**TASK**.
Begin at the line that contains "pinky tip: (652, 1010)" and repeat every line from there to the end of the records below, inclusive, without adding any other line.

**RECORD SET**.

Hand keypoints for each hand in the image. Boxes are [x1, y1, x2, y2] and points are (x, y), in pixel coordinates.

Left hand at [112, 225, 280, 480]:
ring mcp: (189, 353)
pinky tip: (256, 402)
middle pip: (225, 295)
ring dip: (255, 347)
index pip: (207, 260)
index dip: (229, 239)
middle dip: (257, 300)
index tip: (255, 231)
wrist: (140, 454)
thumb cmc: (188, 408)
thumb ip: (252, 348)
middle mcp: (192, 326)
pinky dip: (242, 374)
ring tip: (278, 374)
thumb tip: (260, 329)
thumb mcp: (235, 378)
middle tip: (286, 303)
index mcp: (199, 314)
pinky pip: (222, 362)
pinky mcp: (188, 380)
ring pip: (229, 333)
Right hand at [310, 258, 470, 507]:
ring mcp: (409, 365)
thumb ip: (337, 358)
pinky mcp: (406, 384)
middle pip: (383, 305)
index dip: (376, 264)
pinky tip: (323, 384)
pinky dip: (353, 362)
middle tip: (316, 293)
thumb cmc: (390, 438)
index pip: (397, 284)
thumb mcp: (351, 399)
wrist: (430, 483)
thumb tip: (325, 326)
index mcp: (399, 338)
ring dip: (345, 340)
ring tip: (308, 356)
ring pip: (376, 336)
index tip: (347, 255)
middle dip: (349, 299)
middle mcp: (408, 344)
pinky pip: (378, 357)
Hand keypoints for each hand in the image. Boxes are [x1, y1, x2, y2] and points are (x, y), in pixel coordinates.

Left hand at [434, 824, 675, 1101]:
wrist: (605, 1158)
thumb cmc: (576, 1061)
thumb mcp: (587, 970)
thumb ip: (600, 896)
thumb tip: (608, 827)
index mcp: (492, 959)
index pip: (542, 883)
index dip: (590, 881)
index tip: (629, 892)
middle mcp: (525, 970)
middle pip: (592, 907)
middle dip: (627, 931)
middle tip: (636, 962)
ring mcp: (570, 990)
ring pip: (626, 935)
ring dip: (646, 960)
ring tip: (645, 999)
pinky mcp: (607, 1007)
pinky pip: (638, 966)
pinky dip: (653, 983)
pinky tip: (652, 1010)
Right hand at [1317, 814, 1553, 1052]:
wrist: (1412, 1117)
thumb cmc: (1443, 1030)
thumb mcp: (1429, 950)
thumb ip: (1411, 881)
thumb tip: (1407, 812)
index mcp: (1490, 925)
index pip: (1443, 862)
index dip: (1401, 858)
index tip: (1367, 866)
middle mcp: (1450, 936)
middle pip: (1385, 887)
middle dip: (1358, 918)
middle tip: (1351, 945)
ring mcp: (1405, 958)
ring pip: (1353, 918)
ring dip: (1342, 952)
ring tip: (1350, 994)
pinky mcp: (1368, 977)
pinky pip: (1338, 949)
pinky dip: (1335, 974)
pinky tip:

**TASK RESPONSE**.
pinky tip: (652, 1010)
Right hand at [1317, 814, 1553, 1052]:
wrist: (1412, 1117)
thumb cmc: (1443, 1030)
thumb mcp: (1429, 950)
thumb ip: (1411, 881)
thumb tip: (1407, 812)
index mcp: (1490, 925)
index pip: (1443, 862)
index dip: (1401, 858)
index tip: (1367, 866)
middle mcp: (1450, 936)
middle pip: (1385, 887)
middle dip: (1358, 918)
middle tip: (1351, 945)
ring mcp: (1405, 958)
ring pip: (1353, 918)
ring dip: (1342, 952)
ring tip: (1350, 994)
pinky mcp: (1368, 977)
pinky pip: (1338, 949)
pinky dip: (1335, 974)
pinky tip:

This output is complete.